The paper investigates the use of low-diffusion (contact-discontinuity-resolving) approximate Riemann solvers for the convective part of the Reynolds-averaged Navier–Stokes (rans) equations with Reynolds-stress model (rsm) for turbulence. Different equivalent forms of the rsm–rans system are discussed and classification of the complex terms introduced by advanced turbulence closures is attempted. Computational examples are presented, which indicate that the use of contact-discontinuity-resolving convective numerical fluxes, along with a passive-scalar approach for the Reynolds-stresses, may lead to unphysical oscillations of the solution.

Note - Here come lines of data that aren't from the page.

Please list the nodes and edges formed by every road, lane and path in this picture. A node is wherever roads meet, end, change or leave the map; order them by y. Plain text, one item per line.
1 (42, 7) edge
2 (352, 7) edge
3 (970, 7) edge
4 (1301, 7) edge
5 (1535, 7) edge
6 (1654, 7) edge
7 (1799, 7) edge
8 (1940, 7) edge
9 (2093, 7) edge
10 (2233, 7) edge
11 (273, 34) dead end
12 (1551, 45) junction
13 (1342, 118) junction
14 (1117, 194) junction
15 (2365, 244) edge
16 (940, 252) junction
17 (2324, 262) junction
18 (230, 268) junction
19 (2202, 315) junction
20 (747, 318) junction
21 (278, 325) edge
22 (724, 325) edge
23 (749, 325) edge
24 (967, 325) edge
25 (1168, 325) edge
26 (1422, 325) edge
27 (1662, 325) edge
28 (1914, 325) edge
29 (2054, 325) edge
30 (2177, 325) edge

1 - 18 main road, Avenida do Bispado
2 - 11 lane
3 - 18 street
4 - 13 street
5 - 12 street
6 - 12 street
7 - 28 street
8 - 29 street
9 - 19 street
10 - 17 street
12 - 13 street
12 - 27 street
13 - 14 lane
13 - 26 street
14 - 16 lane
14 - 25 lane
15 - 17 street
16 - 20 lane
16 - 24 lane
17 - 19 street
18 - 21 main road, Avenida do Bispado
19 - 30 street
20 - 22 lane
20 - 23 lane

To determine the source of these instabilities, theoretical analysis of the Riemann problem for a simplified Reynolds-stress transport model-system, which incorporates the divergence of the Reynolds-stress tensor in the convective part of the mean-flow equations, and includes only those nonconservative products which are computable (do not require modelling), was undertaken, highlighting the differences in wave-structure compared to the passive-scalar case. A hybrid solution, allowing the combination of any low-diffusion approximate Riemann solver with the complex tensorial representations used in advanced models, is proposed, combining low-diffusion fluxes for the mean-flow equations with a more dissipative massflux for Reynolds-stress-transport. Several computational examples are presented to assess the performance of this approach, demonstrating enhanced accuracy and satisfactory convergence.